9. S3

S3 (Simple Storage Service)#

Amazon S3 is an object storage service that lets you store and retrieve any amount of data from anywhere on the internet. Unlike a file system (which organises data in a folder hierarchy) or a block storage volume (which behaves like a hard disk), S3 stores data as discrete objects — each one a self-contained bundle of data, metadata, and a unique key. S3 exists because applications need a place to persist files that is durable, infinitely scalable, and decoupled from any single server. It underpins a huge slice of AWS architectures: application assets, data lakes, backups, static sites, event pipelines, and more. 🔗

Buckets, Objects, Keys, and Regions#

Every object in S3 lives inside a bucket. A bucket is a named container that belongs to one AWS region. You choose the region at creation time and it never changes, which matters for latency, compliance, and replication. Bucket names must be globally unique across all AWS accounts — if someone already owns my-app-assets, you cannot use it.

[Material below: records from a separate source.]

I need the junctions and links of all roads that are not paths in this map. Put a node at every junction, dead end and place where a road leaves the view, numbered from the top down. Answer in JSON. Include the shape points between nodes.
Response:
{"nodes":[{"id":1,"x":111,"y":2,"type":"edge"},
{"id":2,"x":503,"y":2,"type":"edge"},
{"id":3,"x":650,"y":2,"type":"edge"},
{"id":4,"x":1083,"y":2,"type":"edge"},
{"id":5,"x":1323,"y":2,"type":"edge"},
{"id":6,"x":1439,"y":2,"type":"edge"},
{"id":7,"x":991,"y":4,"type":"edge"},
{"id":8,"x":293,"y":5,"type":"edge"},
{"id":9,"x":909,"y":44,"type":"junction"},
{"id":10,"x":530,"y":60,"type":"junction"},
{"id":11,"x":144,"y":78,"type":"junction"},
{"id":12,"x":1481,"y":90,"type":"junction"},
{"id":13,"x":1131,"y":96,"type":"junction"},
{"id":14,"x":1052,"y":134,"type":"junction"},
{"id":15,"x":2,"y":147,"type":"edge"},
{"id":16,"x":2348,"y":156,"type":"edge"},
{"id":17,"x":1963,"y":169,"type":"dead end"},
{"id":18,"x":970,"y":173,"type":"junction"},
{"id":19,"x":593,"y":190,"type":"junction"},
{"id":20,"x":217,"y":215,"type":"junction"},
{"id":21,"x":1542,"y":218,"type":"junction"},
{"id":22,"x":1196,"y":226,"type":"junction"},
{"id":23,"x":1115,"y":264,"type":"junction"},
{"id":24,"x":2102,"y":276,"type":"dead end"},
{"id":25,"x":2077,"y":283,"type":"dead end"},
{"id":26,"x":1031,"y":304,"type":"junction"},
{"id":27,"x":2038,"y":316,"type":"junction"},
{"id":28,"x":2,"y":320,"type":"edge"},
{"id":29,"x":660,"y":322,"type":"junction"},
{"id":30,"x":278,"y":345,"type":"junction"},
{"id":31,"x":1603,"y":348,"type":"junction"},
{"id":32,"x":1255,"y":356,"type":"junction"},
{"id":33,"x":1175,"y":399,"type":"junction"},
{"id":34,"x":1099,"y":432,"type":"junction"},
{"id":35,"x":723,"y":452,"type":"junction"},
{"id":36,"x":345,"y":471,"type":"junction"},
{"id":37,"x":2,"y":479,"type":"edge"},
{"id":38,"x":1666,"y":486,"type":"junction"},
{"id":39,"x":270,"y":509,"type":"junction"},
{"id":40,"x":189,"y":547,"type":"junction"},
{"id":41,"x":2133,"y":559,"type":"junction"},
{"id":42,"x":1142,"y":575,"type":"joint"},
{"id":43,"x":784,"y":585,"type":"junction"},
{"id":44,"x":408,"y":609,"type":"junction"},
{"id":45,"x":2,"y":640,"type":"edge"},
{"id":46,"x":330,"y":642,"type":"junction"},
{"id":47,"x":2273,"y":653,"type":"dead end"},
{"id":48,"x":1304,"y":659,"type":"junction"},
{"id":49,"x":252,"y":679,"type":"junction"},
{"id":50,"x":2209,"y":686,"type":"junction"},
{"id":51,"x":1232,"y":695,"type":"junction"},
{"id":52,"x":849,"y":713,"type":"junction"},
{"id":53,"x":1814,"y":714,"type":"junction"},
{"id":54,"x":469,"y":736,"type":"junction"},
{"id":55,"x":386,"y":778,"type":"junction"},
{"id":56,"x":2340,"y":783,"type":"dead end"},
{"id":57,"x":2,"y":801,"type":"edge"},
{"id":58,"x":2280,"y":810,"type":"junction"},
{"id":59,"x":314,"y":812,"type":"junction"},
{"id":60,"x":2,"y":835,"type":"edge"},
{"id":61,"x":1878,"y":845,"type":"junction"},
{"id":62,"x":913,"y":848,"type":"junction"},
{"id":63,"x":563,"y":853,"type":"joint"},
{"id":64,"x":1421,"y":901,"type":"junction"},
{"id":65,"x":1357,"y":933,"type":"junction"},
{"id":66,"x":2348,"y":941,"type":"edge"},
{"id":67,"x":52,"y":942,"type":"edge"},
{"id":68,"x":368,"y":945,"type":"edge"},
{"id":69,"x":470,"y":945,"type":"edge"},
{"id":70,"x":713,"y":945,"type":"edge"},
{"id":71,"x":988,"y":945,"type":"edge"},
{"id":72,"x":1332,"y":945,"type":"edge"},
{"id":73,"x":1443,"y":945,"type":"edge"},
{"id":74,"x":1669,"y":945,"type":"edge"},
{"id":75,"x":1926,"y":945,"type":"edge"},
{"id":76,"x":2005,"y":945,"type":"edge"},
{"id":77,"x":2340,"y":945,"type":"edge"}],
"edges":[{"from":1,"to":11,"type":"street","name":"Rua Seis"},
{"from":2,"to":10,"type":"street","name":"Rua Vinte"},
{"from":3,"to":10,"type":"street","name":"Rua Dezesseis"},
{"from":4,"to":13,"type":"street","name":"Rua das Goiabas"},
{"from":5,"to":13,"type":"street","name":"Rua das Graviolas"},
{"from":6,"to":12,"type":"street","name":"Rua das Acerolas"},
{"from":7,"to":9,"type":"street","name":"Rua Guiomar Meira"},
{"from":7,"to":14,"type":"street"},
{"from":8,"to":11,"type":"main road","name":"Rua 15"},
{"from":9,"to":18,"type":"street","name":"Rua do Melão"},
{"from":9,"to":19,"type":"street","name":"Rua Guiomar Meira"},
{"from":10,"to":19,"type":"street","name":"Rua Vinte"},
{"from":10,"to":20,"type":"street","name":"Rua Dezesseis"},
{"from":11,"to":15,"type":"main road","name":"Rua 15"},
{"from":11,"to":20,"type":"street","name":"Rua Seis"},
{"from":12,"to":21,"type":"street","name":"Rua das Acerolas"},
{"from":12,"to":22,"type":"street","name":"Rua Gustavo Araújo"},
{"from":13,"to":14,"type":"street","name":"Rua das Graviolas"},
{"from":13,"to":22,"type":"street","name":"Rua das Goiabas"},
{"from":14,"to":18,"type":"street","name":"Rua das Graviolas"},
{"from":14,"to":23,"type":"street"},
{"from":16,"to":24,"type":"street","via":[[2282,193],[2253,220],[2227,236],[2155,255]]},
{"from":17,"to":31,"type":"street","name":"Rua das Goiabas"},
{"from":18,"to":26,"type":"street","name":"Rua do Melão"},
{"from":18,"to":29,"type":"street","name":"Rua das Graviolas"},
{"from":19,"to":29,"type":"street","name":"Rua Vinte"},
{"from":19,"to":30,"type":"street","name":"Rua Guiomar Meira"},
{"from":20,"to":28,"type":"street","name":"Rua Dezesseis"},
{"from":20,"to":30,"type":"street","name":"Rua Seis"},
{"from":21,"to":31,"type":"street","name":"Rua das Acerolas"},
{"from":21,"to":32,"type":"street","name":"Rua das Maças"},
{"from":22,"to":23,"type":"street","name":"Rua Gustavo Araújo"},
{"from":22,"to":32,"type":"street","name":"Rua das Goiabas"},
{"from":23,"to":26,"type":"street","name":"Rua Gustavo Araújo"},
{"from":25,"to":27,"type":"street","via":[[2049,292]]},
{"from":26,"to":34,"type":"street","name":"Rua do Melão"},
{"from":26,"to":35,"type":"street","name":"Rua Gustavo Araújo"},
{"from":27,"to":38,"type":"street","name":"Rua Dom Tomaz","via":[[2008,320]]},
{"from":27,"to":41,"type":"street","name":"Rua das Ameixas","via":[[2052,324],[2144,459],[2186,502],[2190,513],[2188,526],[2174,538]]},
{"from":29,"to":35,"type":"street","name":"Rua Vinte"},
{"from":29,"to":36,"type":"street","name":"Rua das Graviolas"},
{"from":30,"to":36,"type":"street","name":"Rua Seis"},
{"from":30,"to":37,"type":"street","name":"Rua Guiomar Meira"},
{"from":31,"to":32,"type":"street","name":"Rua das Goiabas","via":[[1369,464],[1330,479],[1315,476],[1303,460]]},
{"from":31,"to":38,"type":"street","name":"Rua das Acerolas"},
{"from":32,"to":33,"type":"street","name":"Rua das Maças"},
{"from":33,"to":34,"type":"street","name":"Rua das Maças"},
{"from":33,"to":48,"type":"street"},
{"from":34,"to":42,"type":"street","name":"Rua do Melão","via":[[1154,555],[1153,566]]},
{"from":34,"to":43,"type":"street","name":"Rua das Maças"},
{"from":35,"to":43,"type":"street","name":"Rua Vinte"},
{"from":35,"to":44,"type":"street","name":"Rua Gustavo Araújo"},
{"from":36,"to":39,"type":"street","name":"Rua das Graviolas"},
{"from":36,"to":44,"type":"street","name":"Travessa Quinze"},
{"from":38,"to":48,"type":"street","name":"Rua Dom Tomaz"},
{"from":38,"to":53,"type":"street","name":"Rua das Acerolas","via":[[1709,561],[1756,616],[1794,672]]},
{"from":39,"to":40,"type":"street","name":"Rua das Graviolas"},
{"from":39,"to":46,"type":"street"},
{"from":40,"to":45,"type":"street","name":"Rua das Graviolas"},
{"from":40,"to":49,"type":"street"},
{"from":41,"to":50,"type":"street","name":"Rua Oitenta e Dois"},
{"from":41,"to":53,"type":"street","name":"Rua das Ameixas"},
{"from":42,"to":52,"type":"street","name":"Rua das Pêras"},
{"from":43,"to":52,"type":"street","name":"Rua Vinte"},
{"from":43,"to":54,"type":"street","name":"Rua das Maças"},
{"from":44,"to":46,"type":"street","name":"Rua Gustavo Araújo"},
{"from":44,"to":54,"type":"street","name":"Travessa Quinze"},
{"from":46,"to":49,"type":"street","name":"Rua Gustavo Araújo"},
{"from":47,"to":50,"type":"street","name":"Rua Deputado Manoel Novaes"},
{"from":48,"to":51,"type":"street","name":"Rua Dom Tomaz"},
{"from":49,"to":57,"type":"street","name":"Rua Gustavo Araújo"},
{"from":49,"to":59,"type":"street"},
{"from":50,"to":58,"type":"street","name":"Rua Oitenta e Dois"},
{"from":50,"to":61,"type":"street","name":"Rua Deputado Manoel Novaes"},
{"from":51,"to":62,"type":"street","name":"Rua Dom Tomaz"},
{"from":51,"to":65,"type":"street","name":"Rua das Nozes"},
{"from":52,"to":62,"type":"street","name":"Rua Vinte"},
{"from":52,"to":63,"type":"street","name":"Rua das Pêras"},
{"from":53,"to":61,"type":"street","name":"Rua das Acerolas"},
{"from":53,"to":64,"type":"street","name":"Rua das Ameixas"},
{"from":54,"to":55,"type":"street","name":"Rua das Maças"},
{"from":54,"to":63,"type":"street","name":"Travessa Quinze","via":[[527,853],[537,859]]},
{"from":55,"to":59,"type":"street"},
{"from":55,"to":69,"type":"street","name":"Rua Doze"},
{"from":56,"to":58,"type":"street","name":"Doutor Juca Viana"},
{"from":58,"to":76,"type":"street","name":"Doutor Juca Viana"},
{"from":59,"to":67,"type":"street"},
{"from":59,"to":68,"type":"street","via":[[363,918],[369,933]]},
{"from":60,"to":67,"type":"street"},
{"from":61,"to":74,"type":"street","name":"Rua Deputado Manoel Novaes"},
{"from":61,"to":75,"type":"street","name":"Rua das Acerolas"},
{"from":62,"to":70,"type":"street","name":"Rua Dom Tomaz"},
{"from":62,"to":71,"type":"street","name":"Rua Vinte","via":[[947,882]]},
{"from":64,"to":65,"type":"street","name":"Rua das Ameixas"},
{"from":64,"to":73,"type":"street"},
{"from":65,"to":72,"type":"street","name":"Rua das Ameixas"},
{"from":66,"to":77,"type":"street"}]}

Inside a bucket, each object is identified by its key — essentially the object’s full path within the bucket (e.g., images/profile/user-42.jpg). S3 has no real folder hierarchy; the slashes in a key are just characters that the console renders as folders for convenience. The combination of bucket name + key + (optionally) version ID uniquely identifies every object in S3. 🔗

A single object can be up to 5 TB in size. Each object also carries metadata — system metadata (content type, size, ETag) and optional user-defined key-value pairs you attach at upload time.

Storage Classes#

S3 offers several storage classes tuned for different access patterns and cost profiles. Choosing the right class is one of the most cost-effective decisions you can make. 🔗

S3 Standard — The default. High durability (11 nines), high availability, low latency. Use for frequently accessed data.
S3 Standard-IA (Infrequent Access) — Same durability and low latency as Standard but cheaper storage cost, with a per-retrieval fee. Use for data accessed less than once a month (e.g., backups, disaster recovery files).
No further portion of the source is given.